On the words aloha and ‘ohana:

First off, there is a difference when Kanaka Maoli (Native Hawaiians), or even other locals (non-haole) who have Hawaiian roots (geographically if not ethnically), invoke Hawaiian terminology. It’s part of their everyday language, as they have likely grown up speaking the local pidgin dialect. It “makes sense” when I hear them use Hawaiian words because they are speaking words of their own upbringing.  They are not throwing around exotic words to sound interesting.   However, because of the power of language, and the long history of the banning of the Hawaiian language and its connection to colonization, racism, power, etc., and the ongoing appropriation of all things Hawaiian for sale as tourist souvenirs, and because I’ve had many more conversations with indigenous scholars in the past year, I now understand and agree with them that it is inappropriate for those with no Hawaiian roots to invoke the Hawaiian language when there are other equally appropriate words available in English.  This is especially true for the words aloha  and ‘ohana because of the commercialization and  bastardization of the term (most recently thanks to Disney’s Lilo & Stitch).

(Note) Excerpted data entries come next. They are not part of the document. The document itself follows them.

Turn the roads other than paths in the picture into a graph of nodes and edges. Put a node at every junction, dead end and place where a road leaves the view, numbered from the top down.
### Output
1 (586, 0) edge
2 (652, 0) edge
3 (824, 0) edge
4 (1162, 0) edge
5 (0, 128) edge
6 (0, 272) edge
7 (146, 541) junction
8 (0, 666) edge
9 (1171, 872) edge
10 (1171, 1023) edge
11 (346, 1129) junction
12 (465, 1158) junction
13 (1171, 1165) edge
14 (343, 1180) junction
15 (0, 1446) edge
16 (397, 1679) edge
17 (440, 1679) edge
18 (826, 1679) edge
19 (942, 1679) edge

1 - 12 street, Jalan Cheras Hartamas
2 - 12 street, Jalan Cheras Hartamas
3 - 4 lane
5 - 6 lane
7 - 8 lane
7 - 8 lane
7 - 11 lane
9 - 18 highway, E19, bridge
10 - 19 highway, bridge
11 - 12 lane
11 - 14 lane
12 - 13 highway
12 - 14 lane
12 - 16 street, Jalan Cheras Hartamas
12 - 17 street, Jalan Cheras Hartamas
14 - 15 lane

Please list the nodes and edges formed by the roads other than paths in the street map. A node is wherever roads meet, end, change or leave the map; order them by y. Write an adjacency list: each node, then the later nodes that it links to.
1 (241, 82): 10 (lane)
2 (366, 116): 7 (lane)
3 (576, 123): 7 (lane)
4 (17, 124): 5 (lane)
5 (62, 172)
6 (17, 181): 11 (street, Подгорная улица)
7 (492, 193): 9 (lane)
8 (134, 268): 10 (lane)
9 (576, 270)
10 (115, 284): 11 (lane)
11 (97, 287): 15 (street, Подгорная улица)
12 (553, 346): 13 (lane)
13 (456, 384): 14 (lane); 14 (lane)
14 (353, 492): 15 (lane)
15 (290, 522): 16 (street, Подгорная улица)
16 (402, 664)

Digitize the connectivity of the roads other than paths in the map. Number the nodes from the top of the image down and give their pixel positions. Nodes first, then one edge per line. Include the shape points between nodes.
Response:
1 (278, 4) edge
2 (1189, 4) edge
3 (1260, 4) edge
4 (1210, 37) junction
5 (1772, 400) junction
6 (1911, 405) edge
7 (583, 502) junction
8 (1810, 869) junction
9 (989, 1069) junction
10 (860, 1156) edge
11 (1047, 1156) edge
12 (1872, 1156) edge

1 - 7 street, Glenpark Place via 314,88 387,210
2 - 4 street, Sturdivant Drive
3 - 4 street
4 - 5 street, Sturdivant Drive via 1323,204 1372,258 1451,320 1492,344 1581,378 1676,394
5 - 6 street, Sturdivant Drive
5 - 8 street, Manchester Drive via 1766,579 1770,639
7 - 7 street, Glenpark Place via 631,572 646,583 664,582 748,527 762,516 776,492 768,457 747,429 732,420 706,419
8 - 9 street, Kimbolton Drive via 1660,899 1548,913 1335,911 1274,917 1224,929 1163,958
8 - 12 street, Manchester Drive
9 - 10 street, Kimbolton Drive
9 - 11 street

An example of seemingly innocuous use of another language:

I’m sharing this example as a means to make clear what I mean when I talk about the power of language:  A friend of mine who is half white and half Japanese asked me the other day how I felt about her using the word hapa to describe herself.  My first reaction was, “well, hapa means half, usually meaning half Asian and half Hawaiian, and everyone I know who is mixed in Hawai’i calls themselves hapa … why would I care?”  Then we talked more about it, and she pointed me toward some writing of native scholars, and after 36 years of using hapa in this way, I changed my understanding/use of the word.  The scholars I read gave the very clear example of how words have specific connotations, histories, and meanings, and why we have to be careful when appropriating them without thinking.  For example, the word mulatto has a nearly identical meaning to hapa, yet it has a very specific cultural connotation.  Like hapa, mulatto basically means “mixed”, but its roots are in slavery and oppression, initially referring to children who were the results of the raping of black women by white men.  So, even though semantically mulatto and hapa mean the same thing, I’m sure there’s no one within a hundred miles who would not be offended if I started referring to myself as mulatto.  With this analogy in mind, I can see very clearly why Hawaiians are and should be upset at the widespread use of the word hapa by people with absolutely no ties to Hawaii. So, when I think of the way the word ‘ohana is used outside of Hawaii, I think of this example as a good way to explain why we need to always be careful of how we use other people’s languages and how that is tied to power (generally power against the people whose language we are using).

Personally, I so often hear comments regarding the Hawaiian culture, or misuse of the Hawaiian language that are inappropriate in this manner – for example,  someone (the leader of warm ups in a class I was taking)  once suggesting that the hip rotations we were doing  were “just like the hula”, which is a deeply sacred ritual but is seen as some random sexy hip-shaking dance.  In my mind, I was like, “YO.  Are you crazy?  What do you know of hula?  Just because we are rotating our hips you compare this to a sacred dance?  Damn.”  Next time we do hip rotations I might yell out that it is “just like a Zulu warrior dance” and see how well that goes over.  Every time I hear ignorant Americans speak in this way it feels like just one small thing, however painful, but I let it go because I think it’s in my head or just about me. Now,  this is my fault, because it’s not about me and I’m not overreacting — it’s 100% about the person using the language/culture in an inappropriate way, and I should know better than to let people get away with this verbal violence without calling them out. That time of silent acceptance has now passed.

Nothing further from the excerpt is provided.